● Exercise instructions:
Only the pictures should be dropped; copy the rest of the entries exactly.

-- Exercise data follows --

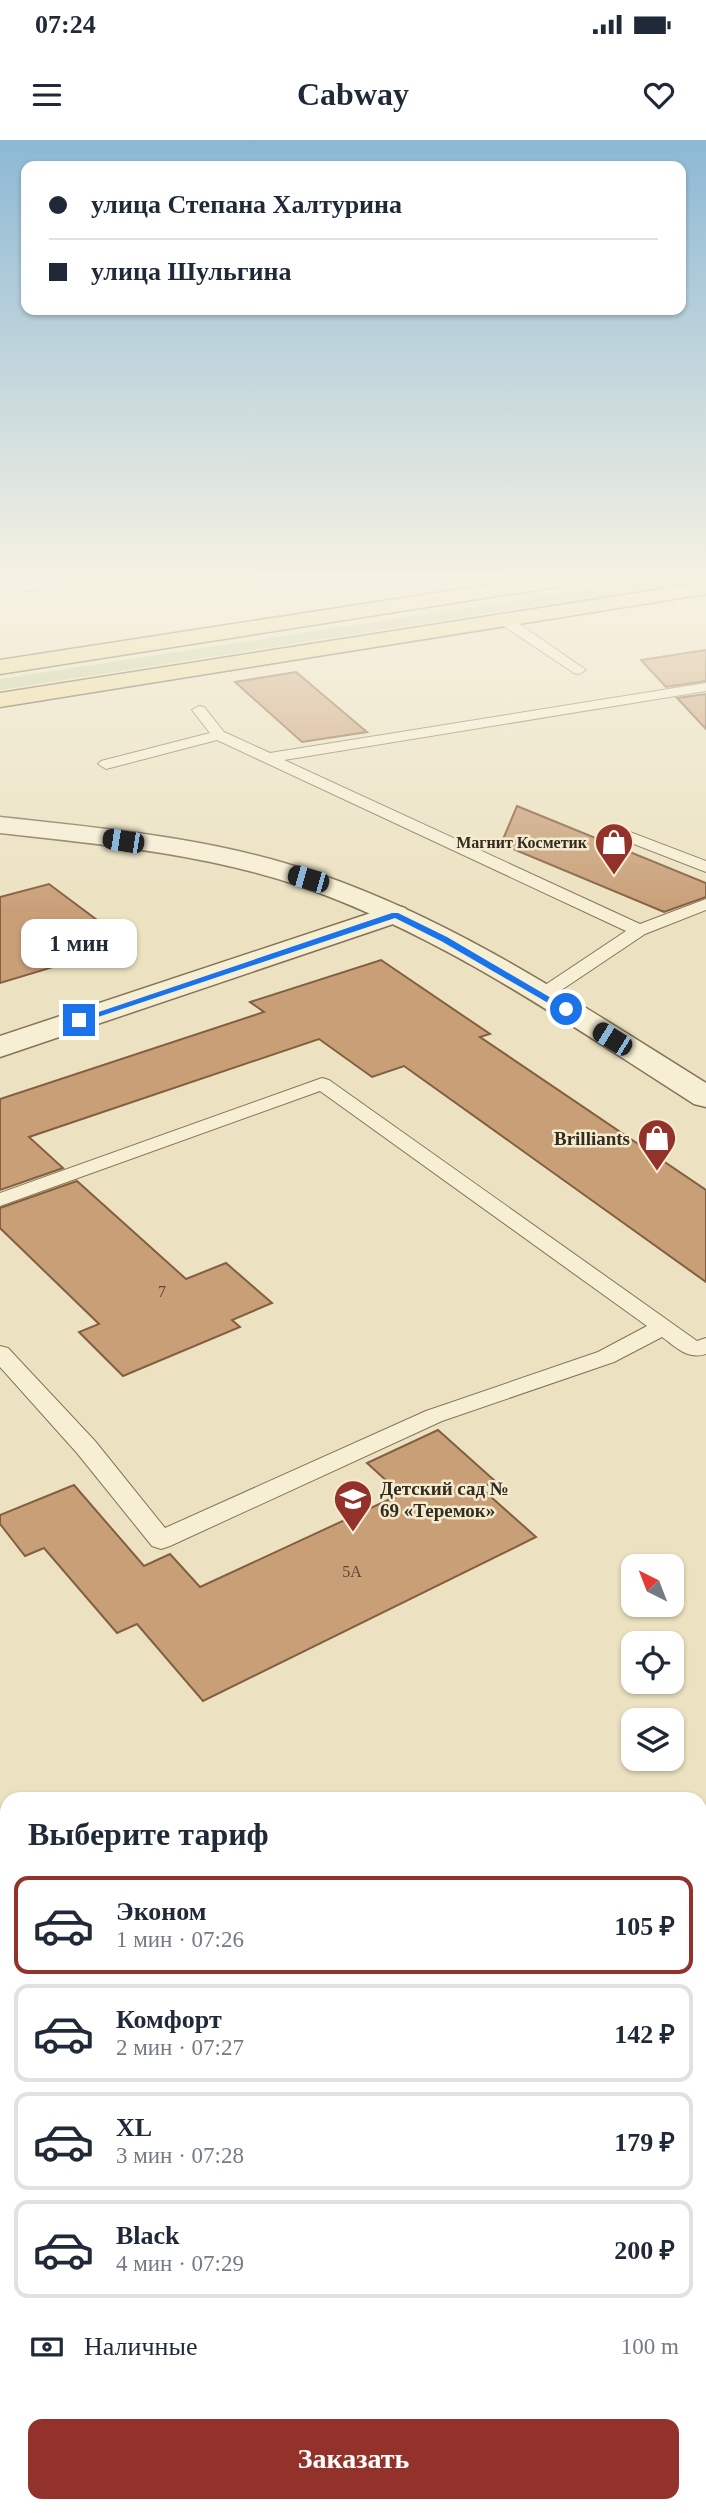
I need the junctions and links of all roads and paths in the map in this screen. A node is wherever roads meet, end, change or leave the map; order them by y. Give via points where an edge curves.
1 (64, 690) edge
2 (689, 690) edge
3 (656, 695) junction
4 (0, 700) edge
5 (674, 708) dead end
6 (199, 710) dead end
7 (219, 735) junction
8 (386, 739) junction
9 (416, 751) dead end
10 (273, 757) junction
11 (106, 764) dead end
12 (0, 825) edge
13 (609, 829) dead end
14 (706, 867) edge
15 (706, 904) edge
16 (395, 915) junction
17 (639, 930) junction
18 (542, 995) junction
19 (0, 1047) edge
20 (706, 1097) edge
21 (0, 1200) edge
22 (663, 1327) junction
23 (702, 1352) edge
24 (0, 1353) edge

1 - 4 main road
2 - 3 lane
3 - 5 lane
3 - 8 lane via 614,697
6 - 7 lane
7 - 10 lane
7 - 11 lane
8 - 9 lane
8 - 10 lane
10 - 17 lane
12 - 16 street via 221,855 308,879
13 - 14 lane
15 - 17 lane
16 - 18 street
16 - 19 street
17 - 18 lane
18 - 20 street
21 - 22 lane via 322,1084
22 - 23 lane
22 - 24 lane via 606,1357 434,1416 161,1541 86,1447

-- Exercise data concluded --

● Result of this exercise:
I need the junctions and links of all roads and paths in the map in this screen. A node is wherever roads meet, end, change or leave the map; order them by y. Give via points where an edge curves.
1 (64, 690) edge
2 (689, 690) edge
3 (656, 695) junction
4 (0, 700) edge
5 (674, 708) dead end
6 (199, 710) dead end
7 (219, 735) junction
8 (386, 739) junction
9 (416, 751) dead end
10 (273, 757) junction
11 (106, 764) dead end
12 (0, 825) edge
13 (609, 829) dead end
14 (706, 867) edge
15 (706, 904) edge
16 (395, 915) junction
17 (639, 930) junction
18 (542, 995) junction
19 (0, 1047) edge
20 (706, 1097) edge
21 (0, 1200) edge
22 (663, 1327) junction
23 (702, 1352) edge
24 (0, 1353) edge

1 - 4 main road
2 - 3 lane
3 - 5 lane
3 - 8 lane via 614,697
6 - 7 lane
7 - 10 lane
7 - 11 lane
8 - 9 lane
8 - 10 lane
10 - 17 lane
12 - 16 street via 221,855 308,879
13 - 14 lane
15 - 17 lane
16 - 18 street
16 - 19 street
17 - 18 lane
18 - 20 street
21 - 22 lane via 322,1084
22 - 23 lane
22 - 24 lane via 606,1357 434,1416 161,1541 86,1447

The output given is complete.